Uno degli elementi che avrebbe spinto gli inquirenti a restringere il cerchio riguarda proprio il comportamento dell’indagato nei giorni successivi al delitto. L’imprenditore edile aveva consegnato spontaneamente ai carabinieri una serie di otto fotografie scattate da lui stesso al loculo di Pamela, risalenti a un periodo compreso tra il 7 novembre e il 23 marzo. Nelle sue intenzioni dichiarate, quelle immagini dovevano documentare presunte anomalie nella chiusura della sepoltura, come viti spostate o segni di trascuratezza. Eppure, i tecnici hanno notato un dettaglio che stride con la buona fede: in una delle foto, nell’angolo inferiore del loculo, è perfettamente visibile una traccia di mastice compatibile con quello usato per risigillare la parete dopo l’effrazione.

Inoltre, le immagini delle telecamere di sorveglianza posizionate nei pressi del camposanto avrebbero immortalato una figura riconducibile al 41enne nelle notti precedenti la scoperta della profanazione. Una sovrapposizione di elementi che ha indotto il pm Mancusi a iscrivere Dolci nel registro degli indagati, nonostante le reiterate manifestazioni di innocenza da parte sua e il dolore ostentato dalla madre (“Mio figlio è innocente”, ripeteva la donna, costretta a nascondere il volto dall’assedio dei fotografi).

Le perquisizioni e la caccia ai resti

Mentre l’interrogatorio procedeva negli uffici di Bergamo, i militari setacciavano le due ville di proprietà della famiglia Dolci a Sant’Omobono Terme. La caccia, in particolare, è concentrata su due obiettivi: trovare la testa della 29enne (ancora dispersa) o recuperare gli utensili che potrebbero essere stati impiegati per il taglio, come un flessibile, nonché i residui di mastice e silicone utilizzati per occultare il misfatto. Si tratta di una mossa investigativa invasiva, resa possibile dall’aggravante della flagranza differita e dalla necessità di bloccare eventuali distruzioni di prove.

Non è un caso che la Procura abbia aspettato diversi mesi prima di procedere con l’iscrizione nel registro degli indagati. Nei mesi precedenti, Dolci era stato ascoltato più volte come testimone, e il suo racconto – secondo cui Pamela viveva nel terrore di una rete di riciclaggio – era parso fin da subito dissonante rispetto ai riscontri oggettivi raccolti dai carabinieri. Molti degli indizi che gli sono piovuti addosso (dalle immagini delle telecamere alla tempistica ravvicinata della profanazione, avvenuta appena due settimane dopo il funerale) hanno finito per minare la cosiddetta “pista del complotto”, lasciando spazio a ipotesi più radicate nella sfera personale e ossessiva dei rapporti che legavano l’indagato alla vittima.

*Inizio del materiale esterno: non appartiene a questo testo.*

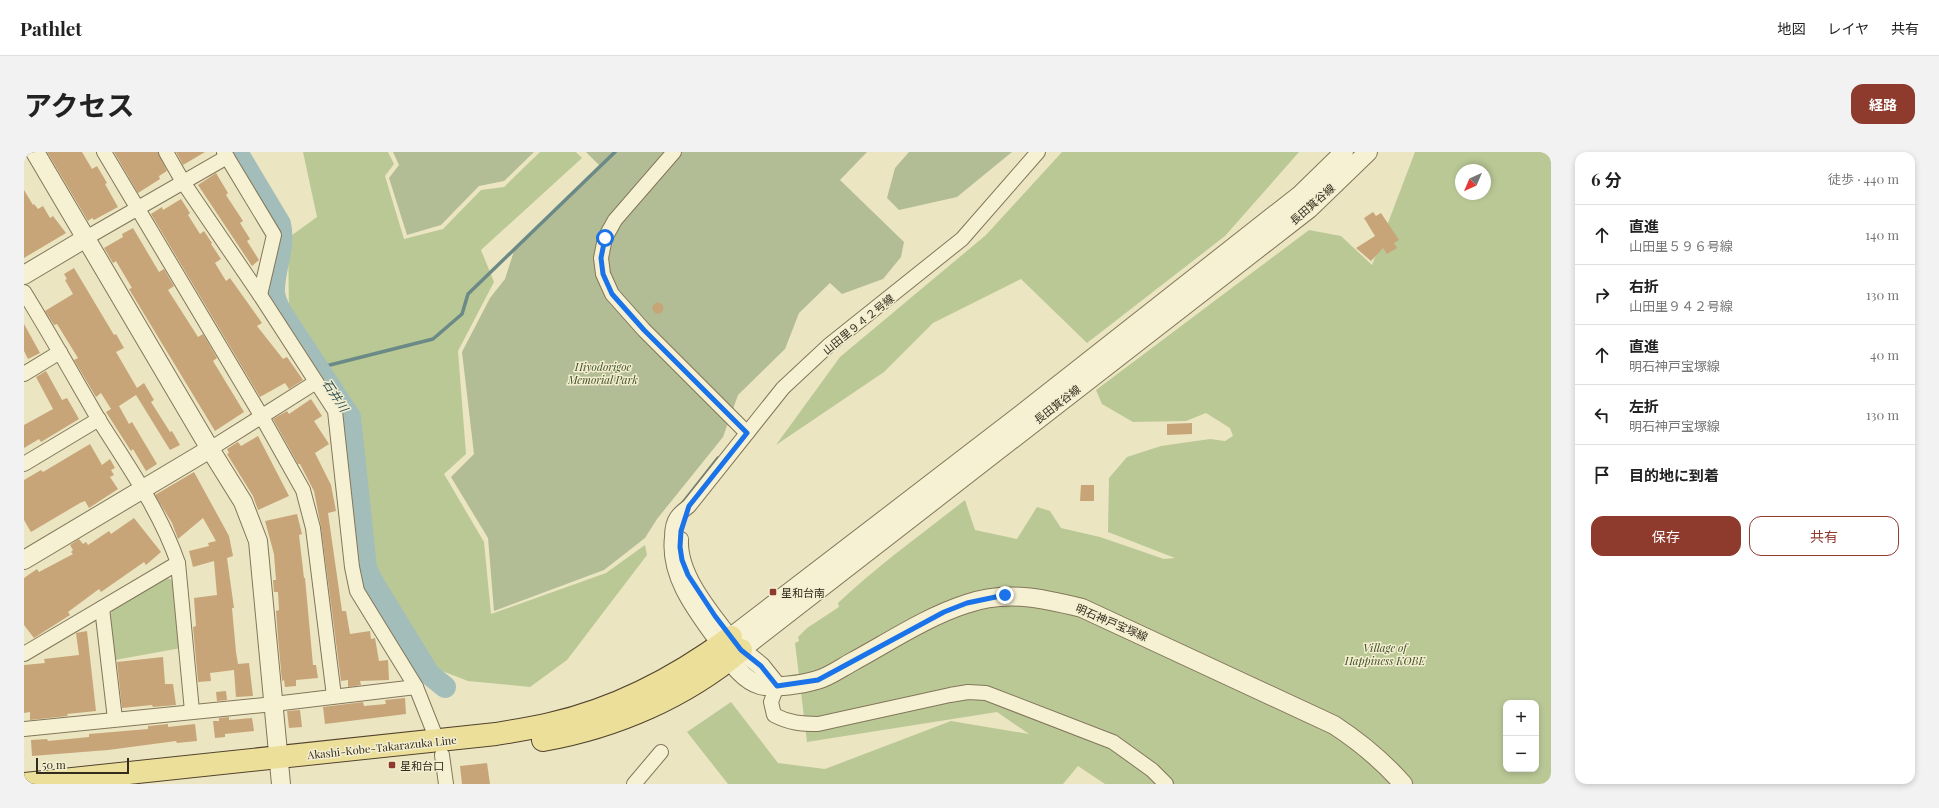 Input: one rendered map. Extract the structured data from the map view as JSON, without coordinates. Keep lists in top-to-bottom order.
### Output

A oggi, dunque, lo sviluppo giudiziario segna un punto di non ritorno: non si tratta più di una ricerca generica di un “pazzo solitario”, ma di un procedimento formale che vede un conoscente stretto di Pamela accusato di aver violato la sua salma. Il gip dovrà valutare le prove raccolte, mentre l’avvocata Prandi studia le memorie difensive da depositare per scongiurare un’eventuale richiesta di custodia cautelare. Francesco Dolci, intanto, ha lasciato la caserma scortato dai militari, mentre le macchine dei cronisti gli correvano dietro lungo la statale, nel tentativo di strappare ulteriori dettagli su una vicenda che ha trasformato il cimitero di Strozza in un palcoscenico di orrore.